▼

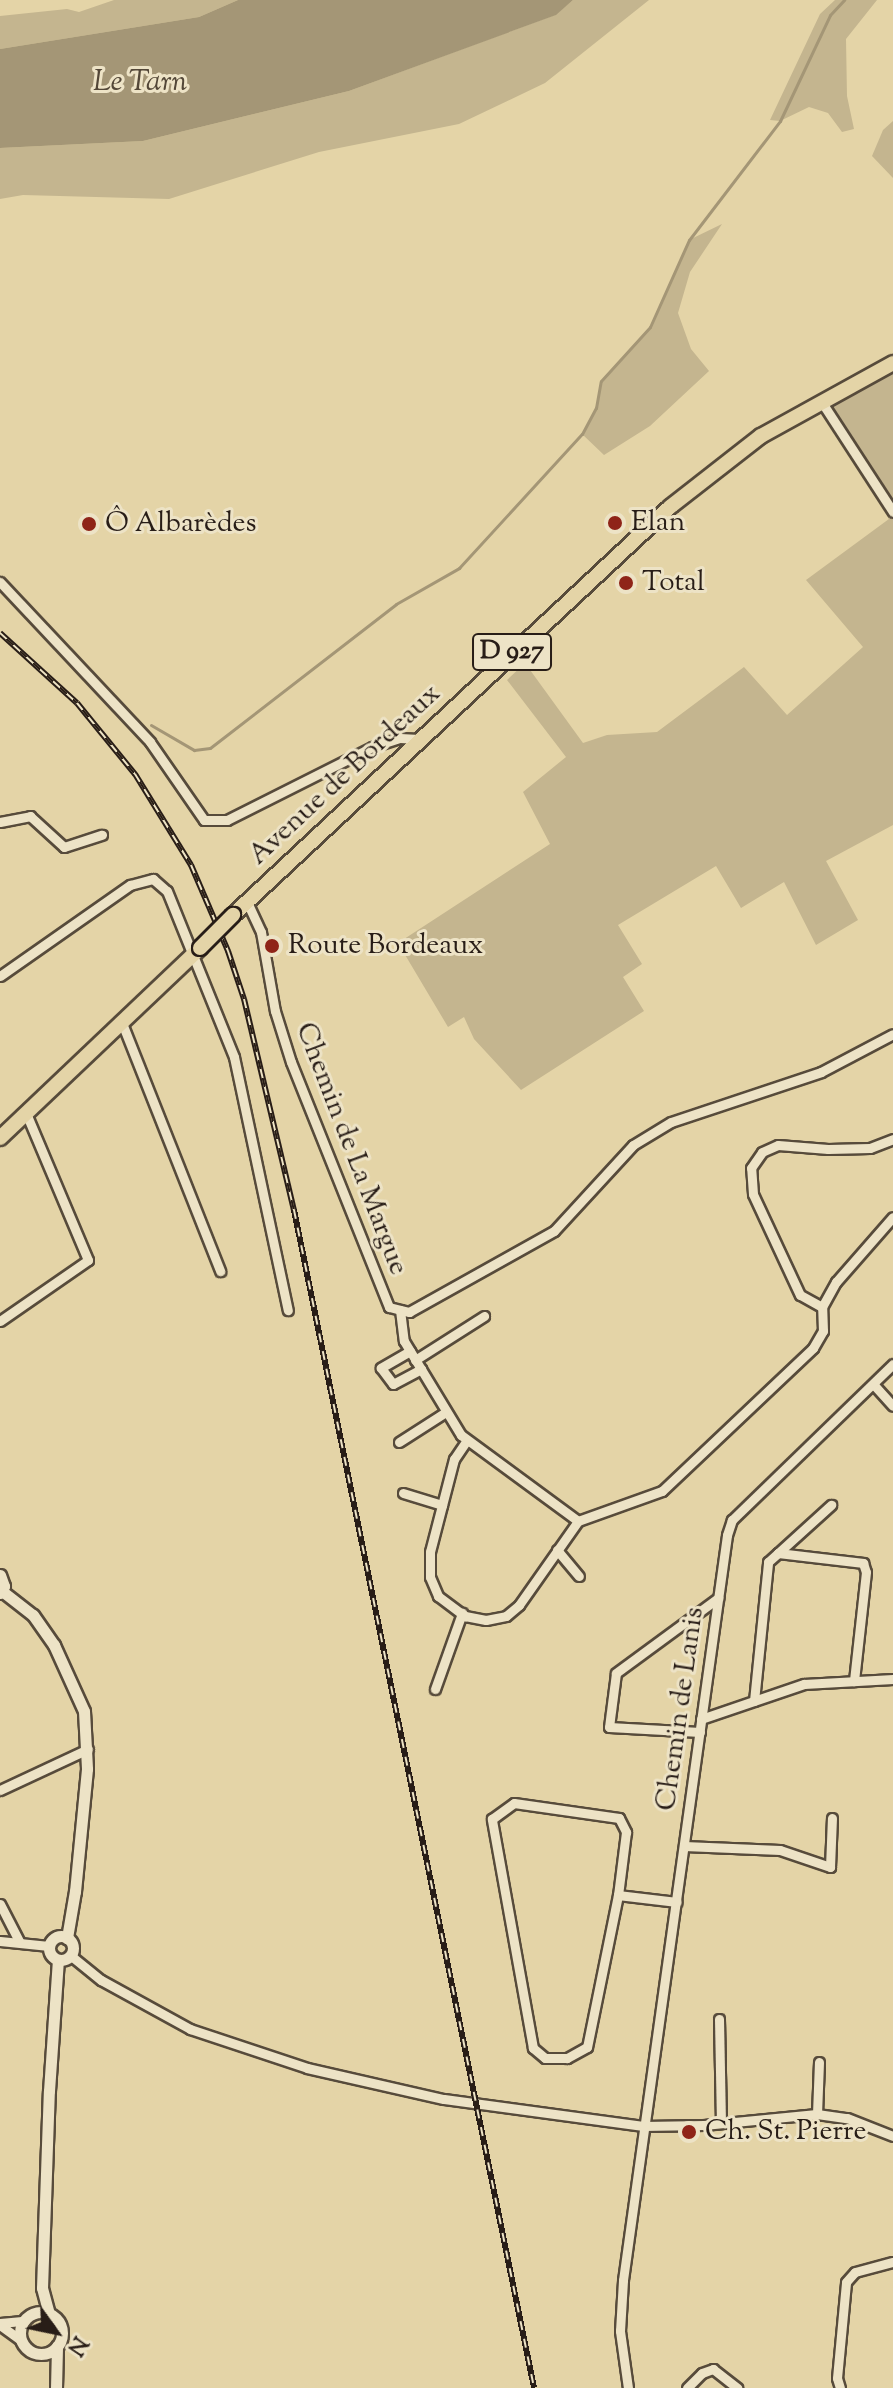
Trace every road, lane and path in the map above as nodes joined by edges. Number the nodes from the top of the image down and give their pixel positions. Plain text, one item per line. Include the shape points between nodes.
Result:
1 (893, 363) edge
2 (820, 401) junction
3 (893, 512) edge
4 (0, 582) edge
5 (419, 739) junction
6 (0, 822) edge
7 (102, 835) dead end
8 (247, 902) junction
9 (196, 951) junction
10 (0, 976) edge
11 (122, 1023) junction
12 (893, 1034) edge
13 (26, 1113) junction
14 (0, 1138) edge
15 (893, 1139) edge
16 (893, 1217) edge
17 (220, 1271) dead end
18 (822, 1307) junction
19 (288, 1310) dead end
20 (400, 1310) junction
21 (484, 1316) dead end
22 (0, 1321) edge
23 (415, 1360) junction
24 (893, 1364) edge
25 (874, 1385) junction
26 (893, 1406) edge
27 (446, 1412) junction
28 (467, 1440) junction
29 (399, 1442) dead end
30 (403, 1493) dead end
31 (442, 1505) junction
32 (831, 1505) dead end
33 (578, 1521) junction
34 (557, 1550) junction
35 (778, 1553) junction
36 (0, 1575) edge
37 (579, 1576) dead end
38 (1, 1592) edge
39 (718, 1598) junction
40 (462, 1613) junction
41 (893, 1679) edge
42 (854, 1681) junction
43 (435, 1689) dead end
44 (754, 1701) junction
45 (701, 1719) junction
46 (700, 1732) junction
47 (88, 1749) junction
48 (0, 1790) edge
49 (832, 1818) dead end
50 (684, 1846) junction
51 (618, 1895) junction
52 (677, 1902) junction
53 (0, 1904) edge
54 (67, 1938) junction
55 (0, 1941) edge
56 (19, 1941) junction
57 (49, 1946) junction
58 (64, 1958) junction
59 (719, 2019) dead end
60 (819, 2062) dead end
61 (817, 2114) junction
62 (721, 2123) junction
63 (643, 2126) junction
64 (893, 2136) edge
65 (893, 2262) edge
66 (42, 2288) junction
67 (49, 2314) junction
68 (28, 2318) junction
69 (0, 2324) edge
70 (21, 2340) junction
71 (57, 2346) junction
72 (39, 2354) junction
73 (55, 2383) edge
74 (628, 2388) edge
75 (687, 2388) edge
76 (737, 2388) edge
77 (840, 2388) edge

1 - 2 main road, Avenue de Bordeaux / D 927
2 - 3 street
2 - 5 main road, Avenue de Bordeaux / D 927 via 761,436 670,507
4 - 5 street via 150,742 204,820 227,820 372,747 400,738
5 - 8 main road, Avenue de Bordeaux / D 927
6 - 7 street via 30,816 64,847
8 - 9 main road, D 927, bridge
8 - 20 street, Chemin de La Margue via 261,932 275,1011 291,1062 389,1307
9 - 10 street via 174,902 153,879 130,885
9 - 11 main road, D 927
9 - 19 street via 234,1057
11 - 13 main road, D 927
11 - 17 street
12 - 20 street, Chemin de La Margue via 821,1072 671,1122 633,1145 554,1231 409,1312
13 - 14 main road, D 927
13 - 22 street via 88,1260
15 - 18 street via 870,1148 778,1145 762,1152 751,1168 753,1194 800,1295
16 - 18 street via 836,1282
18 - 33 street via 823,1331 813,1348 662,1491
20 - 23 street via 404,1341
21 - 23 street
23 - 27 street
24 - 25 street, Chemin de Lanis
25 - 26 street
25 - 39 street, Chemin de Lanis via 732,1520
27 - 28 street
27 - 29 street
28 - 31 street via 454,1459
28 - 33 street
30 - 31 street
31 - 40 street via 430,1552 430,1577 438,1596
32 - 35 street
33 - 34 street
34 - 37 street
34 - 40 street via 506,1616 486,1620
35 - 42 street via 863,1563
35 - 44 street via 768,1562
36 - 38 street
38 - 47 street via 33,1615 54,1645 84,1711
39 - 45 street, Chemin de Lanis
39 - 46 street via 616,1673 609,1727
40 - 43 street
41 - 42 street
42 - 44 street via 804,1684
44 - 45 street
45 - 46 street, Chemin de Lanis
46 - 50 street, Chemin de Lanis
47 - 48 street
47 - 54 street
49 - 50 street via 830,1867 780,1850
50 - 52 street, Chemin de Lanis
51 - 51 street via 626,1832 619,1818 514,1803 492,1819 533,2048 545,2058 567,2058 587,2047
51 - 52 street
52 - 63 street, Chemin de Lanis
53 - 56 street
54 - 57 street via 57,1937
54 - 58 street via 72,1945
55 - 56 street
56 - 57 street
57 - 58 street via 51,1956
58 - 63 street via 190,2029 307,2068 490,2106
58 - 66 street via 49,2091
59 - 62 street
60 - 61 street
61 - 62 street
61 - 64 street via 847,2118
62 - 63 street
63 - 74 street, Chemin de Lanis via 620,2315
65 - 77 street via 855,2272 846,2282
66 - 67 street
66 - 68 street
67 - 68 street
67 - 71 street via 62,2331
68 - 69 street
68 - 70 street
69 - 70 street
70 - 72 street
71 - 72 street
71 - 73 street
72 - 73 street
75 - 76 street via 713,2369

▲

# What to work on
Copy out each line of the material above that holds the word "Chemin".

# Output of the task
8 - 20 street, Chemin de La Margue via 261,932 275,1011 291,1062 389,1307
12 - 20 street, Chemin de La Margue via 821,1072 671,1122 633,1145 554,1231 409,1312
24 - 25 street, Chemin de Lanis
25 - 39 street, Chemin de Lanis via 732,1520
39 - 45 street, Chemin de Lanis
45 - 46 street, Chemin de Lanis
46 - 50 street, Chemin de Lanis
50 - 52 street, Chemin de Lanis
52 - 63 street, Chemin de Lanis
63 - 74 street, Chemin de Lanis via 620,2315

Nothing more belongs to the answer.